Abstract

ABSTRACTThis commentary reflects upon the articles and purposes of this special issue, in the context of, growing numbers of students of color (SOCs) in K-12 schools who continue to be modally placed in classrooms with White teachers (e.g., Berry and Pour-Khorshid papers of this issue). Few institutional programs of Teacher Education seem able to effectually address this longstanding demographic challenge (e.g., Whitaker, et al. paper). Fewer still, impactfully retain SOCs for careers in K-12 settings (e.g., Morales paper). Nevertheless, second wave teacher identity studies are encouraging nuanced professional learning for White and other, K-12, candidates and teachers that encourages: critical consciousness about race and whiteness, metalogic talk about colorblindness, and closing the gap between rhetoric and genuinely antiracist actions in praxis with SOCs (e.g., Alvarez & Milner; Caldas; McManimon & Casey papers.

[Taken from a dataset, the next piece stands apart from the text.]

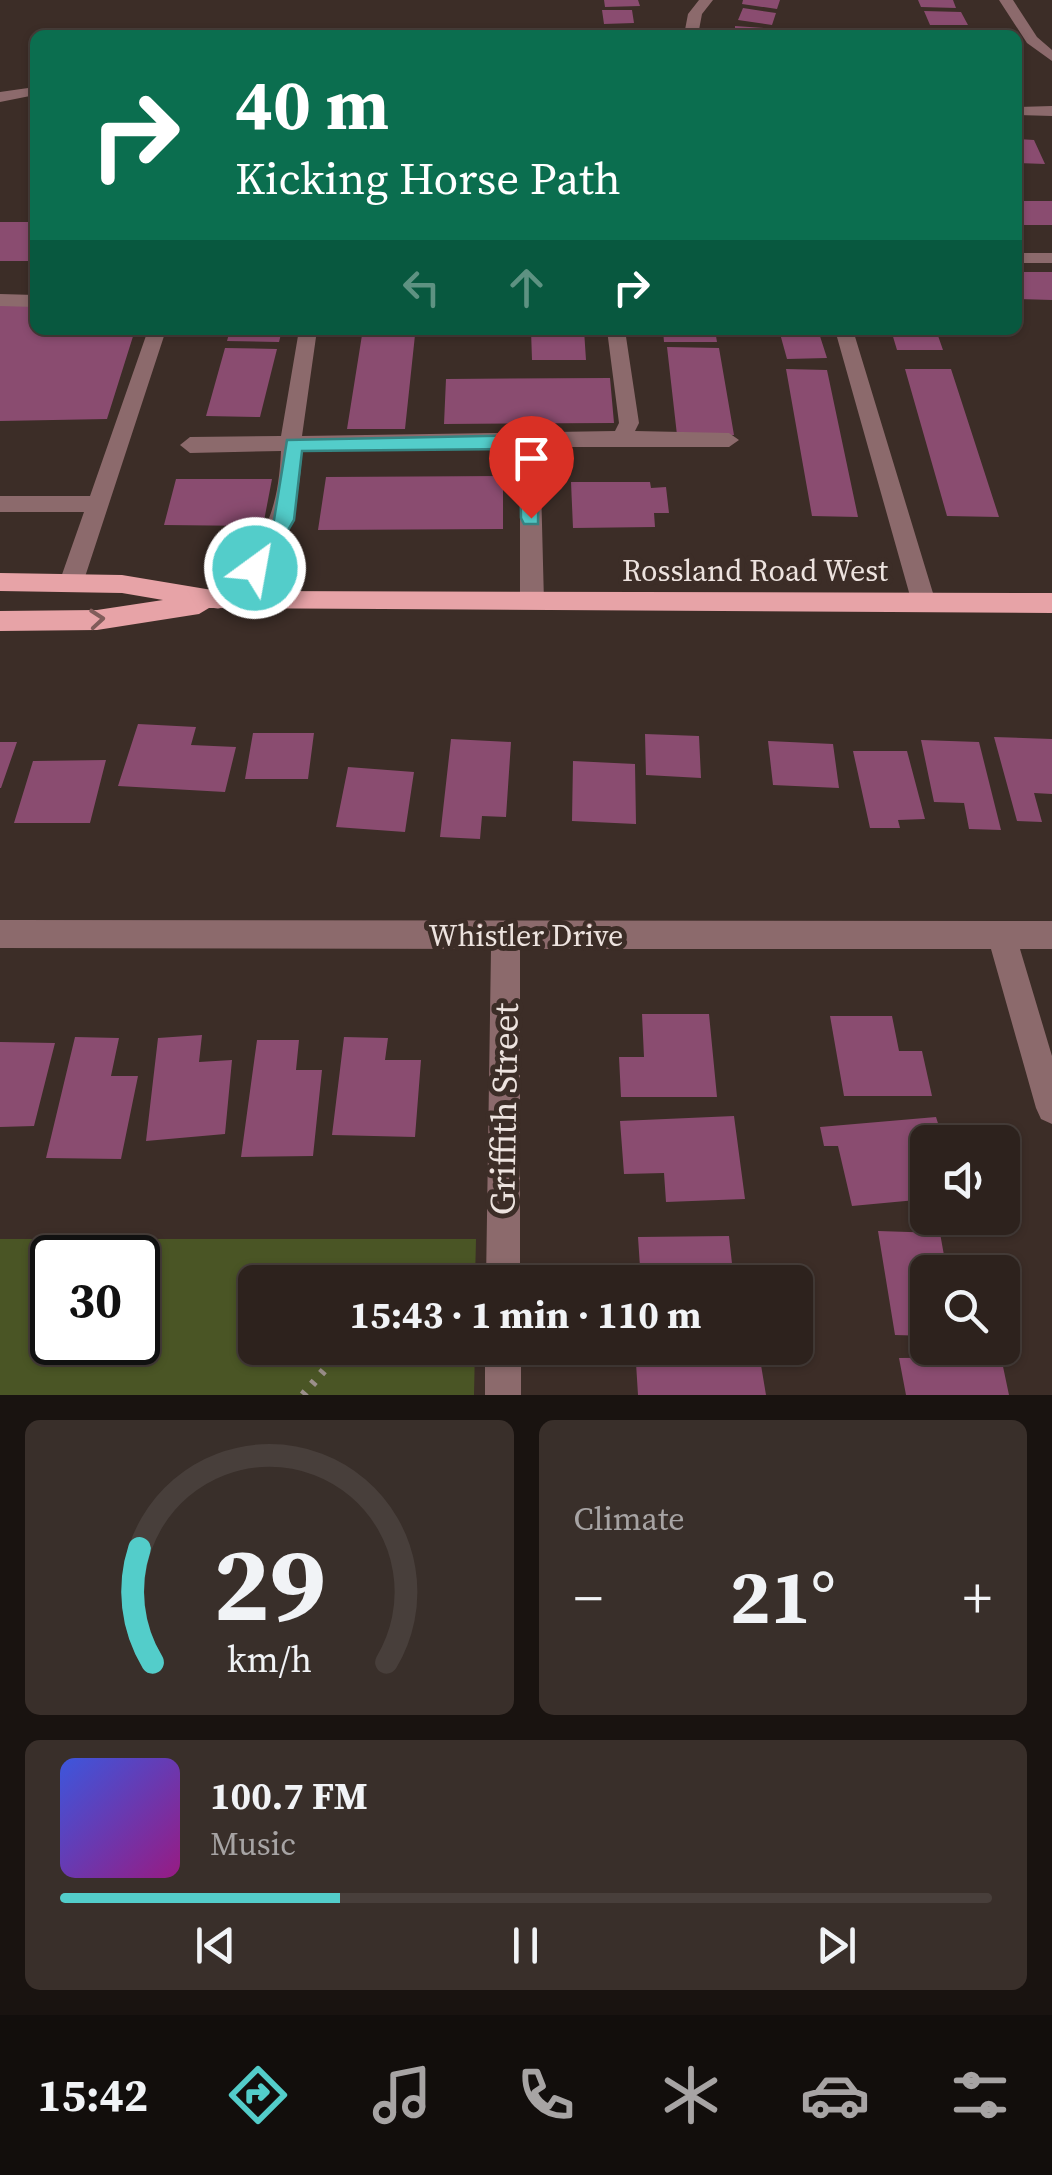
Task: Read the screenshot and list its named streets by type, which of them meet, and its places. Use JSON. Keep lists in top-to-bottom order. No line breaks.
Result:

Demonstrably, second-wave analyses are revealing much about evidentiary approaches for teacher education/learning that emphasize differential capacities for teaching SOCs. Nonetheless, further research is needed on strategies for addressing formidable challenges, such as those of defensiveness and White Fragility (e.g., Blaisedell paper). The papers of this special issue indicate that combining such research with ground-breaking approaches to race-visible education offers a promising path to the knowledge and praxis needed.